Pandey Dilip K, Ankade Shidheshwar B, Ali Abad, Vinod C P, Punji Benudhar
Organometallic Synthesis and Catalysis Group , Chemical Engineering Division , CSIR-National Chemical Laboratory (CSIR-NCL) , Dr. Homi Bhabha Road , Pune 411 008 , Maharashtra , India . Email:
Academy of Scientific and Innovative Research (AcSIR) , CSIR-NCL , Dr. Homi Bhabha Road , Pune , India.
Chem Sci. 2019 Aug 19;10(41):9493-9500. doi: 10.1039/c9sc01446b. eCollection 2019 Nov 7.
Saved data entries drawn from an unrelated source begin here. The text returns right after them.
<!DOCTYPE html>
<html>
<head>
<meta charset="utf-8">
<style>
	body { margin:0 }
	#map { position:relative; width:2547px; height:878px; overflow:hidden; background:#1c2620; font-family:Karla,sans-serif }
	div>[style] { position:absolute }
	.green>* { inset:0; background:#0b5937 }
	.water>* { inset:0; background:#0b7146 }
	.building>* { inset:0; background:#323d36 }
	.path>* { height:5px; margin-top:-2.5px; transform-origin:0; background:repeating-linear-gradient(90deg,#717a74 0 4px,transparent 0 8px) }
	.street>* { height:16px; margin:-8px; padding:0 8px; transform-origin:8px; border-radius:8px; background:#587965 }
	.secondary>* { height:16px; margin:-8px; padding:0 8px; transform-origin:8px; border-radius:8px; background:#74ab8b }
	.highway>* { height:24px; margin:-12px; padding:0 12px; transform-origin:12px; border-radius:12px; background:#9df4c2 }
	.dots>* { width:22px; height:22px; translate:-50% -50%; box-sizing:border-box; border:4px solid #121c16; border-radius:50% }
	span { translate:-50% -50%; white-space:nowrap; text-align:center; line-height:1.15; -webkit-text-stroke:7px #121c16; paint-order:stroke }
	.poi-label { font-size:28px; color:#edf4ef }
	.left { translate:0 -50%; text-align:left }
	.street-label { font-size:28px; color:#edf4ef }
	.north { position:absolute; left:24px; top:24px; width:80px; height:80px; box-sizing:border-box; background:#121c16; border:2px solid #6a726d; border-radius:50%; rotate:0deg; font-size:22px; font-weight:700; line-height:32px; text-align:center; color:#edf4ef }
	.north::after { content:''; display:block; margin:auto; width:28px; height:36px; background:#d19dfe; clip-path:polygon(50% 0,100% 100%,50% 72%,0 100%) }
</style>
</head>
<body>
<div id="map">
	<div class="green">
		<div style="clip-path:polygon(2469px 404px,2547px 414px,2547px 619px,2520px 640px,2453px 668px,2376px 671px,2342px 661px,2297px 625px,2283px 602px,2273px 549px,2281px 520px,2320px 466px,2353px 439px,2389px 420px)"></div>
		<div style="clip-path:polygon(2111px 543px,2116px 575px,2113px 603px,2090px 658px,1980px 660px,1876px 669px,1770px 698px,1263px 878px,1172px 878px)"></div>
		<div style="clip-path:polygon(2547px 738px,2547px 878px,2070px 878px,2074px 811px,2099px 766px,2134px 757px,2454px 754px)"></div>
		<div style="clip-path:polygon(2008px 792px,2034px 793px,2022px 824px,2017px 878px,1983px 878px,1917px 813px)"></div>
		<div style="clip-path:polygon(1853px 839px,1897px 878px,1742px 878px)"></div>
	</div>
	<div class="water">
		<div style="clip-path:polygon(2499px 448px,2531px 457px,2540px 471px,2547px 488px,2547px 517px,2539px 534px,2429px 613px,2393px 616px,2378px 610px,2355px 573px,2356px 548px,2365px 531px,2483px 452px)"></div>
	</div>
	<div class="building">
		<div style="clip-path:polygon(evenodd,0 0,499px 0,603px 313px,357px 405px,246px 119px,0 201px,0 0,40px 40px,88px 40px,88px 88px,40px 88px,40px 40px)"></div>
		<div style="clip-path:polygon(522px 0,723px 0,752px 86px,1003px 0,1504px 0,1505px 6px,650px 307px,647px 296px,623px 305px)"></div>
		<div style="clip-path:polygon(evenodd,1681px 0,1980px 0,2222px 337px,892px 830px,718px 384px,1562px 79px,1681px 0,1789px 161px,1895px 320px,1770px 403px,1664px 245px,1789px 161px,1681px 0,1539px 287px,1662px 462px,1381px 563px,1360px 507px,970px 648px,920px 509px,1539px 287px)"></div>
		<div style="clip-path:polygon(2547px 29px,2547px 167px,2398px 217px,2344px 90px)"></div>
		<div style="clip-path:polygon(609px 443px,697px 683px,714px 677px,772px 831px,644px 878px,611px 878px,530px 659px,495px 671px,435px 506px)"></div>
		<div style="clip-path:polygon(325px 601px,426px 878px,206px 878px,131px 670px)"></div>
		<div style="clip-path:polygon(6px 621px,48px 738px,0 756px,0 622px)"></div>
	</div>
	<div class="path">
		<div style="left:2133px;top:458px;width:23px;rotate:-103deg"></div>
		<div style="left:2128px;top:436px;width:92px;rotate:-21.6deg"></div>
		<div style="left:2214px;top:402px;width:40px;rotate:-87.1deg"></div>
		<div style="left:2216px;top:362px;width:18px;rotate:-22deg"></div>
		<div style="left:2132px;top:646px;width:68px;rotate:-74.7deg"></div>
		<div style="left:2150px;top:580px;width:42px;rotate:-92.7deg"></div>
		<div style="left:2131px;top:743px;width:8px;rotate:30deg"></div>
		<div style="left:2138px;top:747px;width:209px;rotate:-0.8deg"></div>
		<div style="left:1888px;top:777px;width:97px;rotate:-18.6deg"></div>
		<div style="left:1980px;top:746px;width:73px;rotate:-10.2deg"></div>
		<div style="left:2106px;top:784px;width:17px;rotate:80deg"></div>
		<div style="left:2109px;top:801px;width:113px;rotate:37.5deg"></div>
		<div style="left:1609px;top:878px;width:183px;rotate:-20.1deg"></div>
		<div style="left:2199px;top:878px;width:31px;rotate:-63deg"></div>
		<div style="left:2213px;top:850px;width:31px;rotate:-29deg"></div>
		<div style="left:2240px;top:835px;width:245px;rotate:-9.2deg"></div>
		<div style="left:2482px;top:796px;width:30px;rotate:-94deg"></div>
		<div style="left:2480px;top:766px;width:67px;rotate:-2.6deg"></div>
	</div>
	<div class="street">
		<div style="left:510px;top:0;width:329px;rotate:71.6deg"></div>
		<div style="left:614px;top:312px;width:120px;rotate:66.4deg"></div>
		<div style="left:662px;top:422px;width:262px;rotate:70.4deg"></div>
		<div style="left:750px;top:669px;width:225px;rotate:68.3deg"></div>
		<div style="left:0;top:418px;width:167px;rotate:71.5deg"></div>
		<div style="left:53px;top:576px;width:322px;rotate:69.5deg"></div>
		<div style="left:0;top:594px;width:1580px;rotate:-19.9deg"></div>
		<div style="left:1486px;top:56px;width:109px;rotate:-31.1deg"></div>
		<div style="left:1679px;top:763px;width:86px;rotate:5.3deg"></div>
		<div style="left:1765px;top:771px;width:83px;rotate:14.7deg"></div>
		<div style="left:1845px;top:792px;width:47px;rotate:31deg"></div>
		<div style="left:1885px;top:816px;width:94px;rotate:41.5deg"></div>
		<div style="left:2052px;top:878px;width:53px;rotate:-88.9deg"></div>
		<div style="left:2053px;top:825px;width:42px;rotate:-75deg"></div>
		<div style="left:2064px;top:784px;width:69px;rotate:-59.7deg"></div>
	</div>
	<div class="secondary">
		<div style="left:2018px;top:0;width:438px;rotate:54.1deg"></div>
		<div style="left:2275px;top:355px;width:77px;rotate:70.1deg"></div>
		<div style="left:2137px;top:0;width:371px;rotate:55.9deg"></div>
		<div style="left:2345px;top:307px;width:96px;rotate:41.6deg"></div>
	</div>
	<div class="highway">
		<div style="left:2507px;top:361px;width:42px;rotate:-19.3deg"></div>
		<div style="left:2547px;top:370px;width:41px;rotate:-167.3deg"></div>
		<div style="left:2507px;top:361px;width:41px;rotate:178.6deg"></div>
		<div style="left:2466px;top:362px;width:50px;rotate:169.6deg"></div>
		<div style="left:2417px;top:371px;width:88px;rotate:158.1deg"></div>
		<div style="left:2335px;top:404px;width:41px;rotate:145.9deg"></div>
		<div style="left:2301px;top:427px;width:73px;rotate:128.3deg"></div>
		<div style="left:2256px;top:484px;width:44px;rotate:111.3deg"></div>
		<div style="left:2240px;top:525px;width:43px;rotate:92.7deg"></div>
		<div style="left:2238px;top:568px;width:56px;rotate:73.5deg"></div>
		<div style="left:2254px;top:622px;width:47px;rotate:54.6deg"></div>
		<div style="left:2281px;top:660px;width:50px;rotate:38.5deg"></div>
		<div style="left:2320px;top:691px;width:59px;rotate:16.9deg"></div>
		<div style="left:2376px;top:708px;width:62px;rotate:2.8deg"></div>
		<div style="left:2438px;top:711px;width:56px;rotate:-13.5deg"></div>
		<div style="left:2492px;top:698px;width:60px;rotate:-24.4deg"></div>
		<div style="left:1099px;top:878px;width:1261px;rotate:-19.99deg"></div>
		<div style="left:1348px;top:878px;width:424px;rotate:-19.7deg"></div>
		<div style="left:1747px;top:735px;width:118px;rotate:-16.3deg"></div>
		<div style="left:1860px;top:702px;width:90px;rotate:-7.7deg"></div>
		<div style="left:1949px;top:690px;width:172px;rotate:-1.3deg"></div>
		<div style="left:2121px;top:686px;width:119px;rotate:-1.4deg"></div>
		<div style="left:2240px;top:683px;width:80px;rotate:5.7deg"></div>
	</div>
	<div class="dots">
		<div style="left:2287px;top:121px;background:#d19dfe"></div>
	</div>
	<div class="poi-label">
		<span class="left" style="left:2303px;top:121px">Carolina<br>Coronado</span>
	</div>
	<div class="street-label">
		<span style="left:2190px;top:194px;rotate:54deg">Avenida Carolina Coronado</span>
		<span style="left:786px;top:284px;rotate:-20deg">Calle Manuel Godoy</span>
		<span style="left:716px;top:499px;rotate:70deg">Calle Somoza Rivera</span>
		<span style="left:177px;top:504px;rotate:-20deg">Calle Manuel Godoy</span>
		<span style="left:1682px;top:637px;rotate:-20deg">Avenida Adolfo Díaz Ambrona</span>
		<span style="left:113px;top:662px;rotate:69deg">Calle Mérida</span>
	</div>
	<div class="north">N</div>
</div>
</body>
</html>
A mild and efficient nickel-catalyzed method for the coupling of unactivated primary and secondary alkyl chlorides with the C-H bond of indoles and pyrroles is described which demonstrates a high level of chemo and regioselectivity. The reaction tolerates numerous functionalities, such as halide, alkenyl, alkynyl, ether, thioether, furanyl, pyrrolyl, indolyl and carbazolyl groups including acyclic and cyclic alkyls under the reaction conditions. Mechanistic investigation highlights that the alkylation proceeds through a single-electron transfer (SET) process with Ni(i)-species being the active catalyst. Overall, the alkylation follows a Ni(i)/Ni(iii) pathway involving the rate-influencing two-step single-electron oxidative addition of alkyl chlorides.
本文描述了一种温和且高效的镍催化方法,用于未活化的伯烷基和仲烷基氯与吲哚和吡咯的C-H键的偶联反应,该反应具有高度的化学选择性和区域选择性。该反应在反应条件下能够耐受多种官能团,如卤化物、烯基、炔基、醚、硫醚、呋喃基、吡咯基、吲哚基和咔唑基,包括无环和环状烷基。机理研究表明,烷基化反应通过单电子转移(SET)过程进行,活性催化剂为Ni(i)物种。总体而言,烷基化反应遵循Ni(i)/Ni(iii)途径,涉及影响反应速率的烷基氯的两步单电子氧化加成。